Negra, mãe solo, moradora de favela e catadora de papel que virou escritora. Há 65 anos, a dura rotina de Carolina Maria de Jesus (1914-1977) vinha a lume em uma das obras mais marcantes da literatura feminina brasileira do século XX, o autobiográfico Quarto de Despejo - Diário de uma Favelada. Para celebrar a data, o Diretório Acadêmico Unificado de Letras Carolina Maria de Jesus (Daule-UFPB) promove hoje, a partir das 7h30, o ciclo de palestras on-line e presencial Entre a Favela e o Papel - 65 Anos de Quarto de Despejo, no campus 1 da UFPB, dedicado a discutir a atualidade do livro e o legado da escritora, com entrada gratuita. As inscrições para o evento (que dá direito a certificado de participação) acontecem pela plataforma da instituição, a SIGEventos.
A doutora Eliane Silva, professora do Departamento de Ciências Sociais da UFPB, abre os trabalhos às 7h30, no auditório do Centro de Tecnologia (também conhecido como “Bolo de Noiva”). Às 14h30, através da plataforma Google Meet, a filha de Carolina, Vera Eunice de Jesus, compartilha sua história de vida e memórias vinculadas à mãe. E a partir das 18h30, no auditório 411 do CCHLA, Bruna Cassiano, mestra e pesquisadora da obra de Carolina de Jesus, encerra o dia de atividades com a palestra “Quarto de despejo: a atualidade de um Brasil invisível”.
- Em cadernos, encontrados no lixo, Carolina Maria de Jesus registrou sua vida e suas ideias, o que virou um clássico | Foto: Divulgação/Ática
Joabe Macedo, presidente do diretório acadêmico, aponta que o objetivo das palestras é resgatar o impacto social e literário de Carolina de Jesus. “Ela transformou a experiência de vida em denúncia social. Sua escrita segue inspirando lutas e reflexões sobre gênero, raça e classe, além de dialogar com a realidade brasileira até hoje”, afirma.
Diários da história
A obra sexagenária articula experiência social e registros rotineiros escritos em meados de 1955 e o início de 1960, período em que a autora mineira (nascida em Sacramento) viveu na Favela do Canindé, comunidade pobre da Zona Norte de São Paulo que foi desocupada na década de 1960 para a construção da Marginal Tietê, e sentiu na pele as tormentas da violência, da miséria e da fome.

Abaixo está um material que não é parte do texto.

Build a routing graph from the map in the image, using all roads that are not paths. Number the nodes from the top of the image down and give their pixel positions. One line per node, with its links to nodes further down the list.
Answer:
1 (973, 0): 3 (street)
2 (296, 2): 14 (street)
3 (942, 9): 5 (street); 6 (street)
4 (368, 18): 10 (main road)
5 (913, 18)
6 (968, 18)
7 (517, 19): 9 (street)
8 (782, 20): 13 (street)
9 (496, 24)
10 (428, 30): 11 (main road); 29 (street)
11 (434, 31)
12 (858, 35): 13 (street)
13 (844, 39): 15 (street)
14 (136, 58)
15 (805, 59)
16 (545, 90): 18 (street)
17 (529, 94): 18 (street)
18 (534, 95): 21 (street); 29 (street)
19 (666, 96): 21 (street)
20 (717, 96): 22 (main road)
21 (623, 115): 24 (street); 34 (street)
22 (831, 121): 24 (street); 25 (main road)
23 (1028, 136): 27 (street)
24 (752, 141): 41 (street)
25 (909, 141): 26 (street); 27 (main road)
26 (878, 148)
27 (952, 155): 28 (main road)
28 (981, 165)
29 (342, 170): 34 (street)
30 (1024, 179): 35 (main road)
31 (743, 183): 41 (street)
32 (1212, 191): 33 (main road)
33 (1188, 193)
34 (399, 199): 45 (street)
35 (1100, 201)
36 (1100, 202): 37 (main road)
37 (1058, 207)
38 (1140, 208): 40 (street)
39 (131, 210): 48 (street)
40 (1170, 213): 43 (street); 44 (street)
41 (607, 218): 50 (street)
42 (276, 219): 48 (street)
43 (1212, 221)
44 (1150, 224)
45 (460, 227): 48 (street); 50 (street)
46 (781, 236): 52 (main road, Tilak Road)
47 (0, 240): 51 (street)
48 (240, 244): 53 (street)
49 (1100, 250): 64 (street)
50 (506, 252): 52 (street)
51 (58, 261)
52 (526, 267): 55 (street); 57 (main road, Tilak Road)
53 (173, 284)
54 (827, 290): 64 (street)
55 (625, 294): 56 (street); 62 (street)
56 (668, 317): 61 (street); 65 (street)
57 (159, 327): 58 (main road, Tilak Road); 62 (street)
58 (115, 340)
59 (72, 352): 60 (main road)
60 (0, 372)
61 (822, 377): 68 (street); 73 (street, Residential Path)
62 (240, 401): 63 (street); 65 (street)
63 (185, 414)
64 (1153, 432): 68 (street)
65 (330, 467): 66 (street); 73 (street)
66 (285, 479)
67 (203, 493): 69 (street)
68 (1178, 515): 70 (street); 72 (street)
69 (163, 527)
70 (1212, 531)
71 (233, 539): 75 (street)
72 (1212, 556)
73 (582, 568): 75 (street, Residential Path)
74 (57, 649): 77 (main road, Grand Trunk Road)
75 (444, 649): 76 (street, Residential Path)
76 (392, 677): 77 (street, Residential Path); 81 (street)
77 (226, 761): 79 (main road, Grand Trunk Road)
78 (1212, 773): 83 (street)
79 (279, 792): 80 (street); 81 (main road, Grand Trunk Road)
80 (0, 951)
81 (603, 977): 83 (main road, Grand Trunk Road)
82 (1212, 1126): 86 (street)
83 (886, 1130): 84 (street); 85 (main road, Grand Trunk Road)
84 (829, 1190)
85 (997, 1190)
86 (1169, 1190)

Vista de dentro, a favela é descortinada em linguagem coloquial, por vezes contrária à norma culta da língua – os diários de observação de Carolina foram depostos à letra em dezenas de cadernos por ela recolhidos do lixo – o que foi preservado como um marcador identitário da obra. Afinal, em sua precária condição, a autora só conseguiu cursar dois anos de estudo formal, mas em matéria de diagnóstico empírico da realidade de seu tempo, mostrou-se das mais eloquentes narradoras das relações étnicas e da desumana situação de vida de catadores e moradores da favela, drama tristemente reeditado pelas desigualdades sociais até os dias de hoje.
Quem primeiro “descobriu” os escritos de Carolina de Jesus foi o jornalista Audálio Dantas (1929-2018), em reportagem publicada na Folha da Noite, em 1958. O encontro rendeu matéria, no ano seguinte, para a revista O Cruzeiro, vindo a tornar-se livro em 1960, a despeito da relutância das editoras em publicá-lo.
Quarto de Despejo é best-seller traduzido em pelo menos 13 línguas e se tornou um dos livros brasileiros mais conhecidos no exterior, mas não ficou restrito às páginas impressas. Em 1961, ganhou uma adaptação para teatro por Edy Lima (com direção de Amir Haddad e Ruth de Souza no papel principal) e um LP de 12 faixas, Quarto de Despejo - Carolina Maria de Jesus Cantando suas Composições; em 1971, virou o documentário alemão Favela - A Vida na Pobreza (16 min.), dirigido por Christa Gottmann-Elter e impedido de passar no Brasil à época por ocasião da Ditadura Militar, além de um especial da Rede Globo, em 1983.
*Matéria publicada originalmente na edição impressa do dia 19 de agosto de 2025.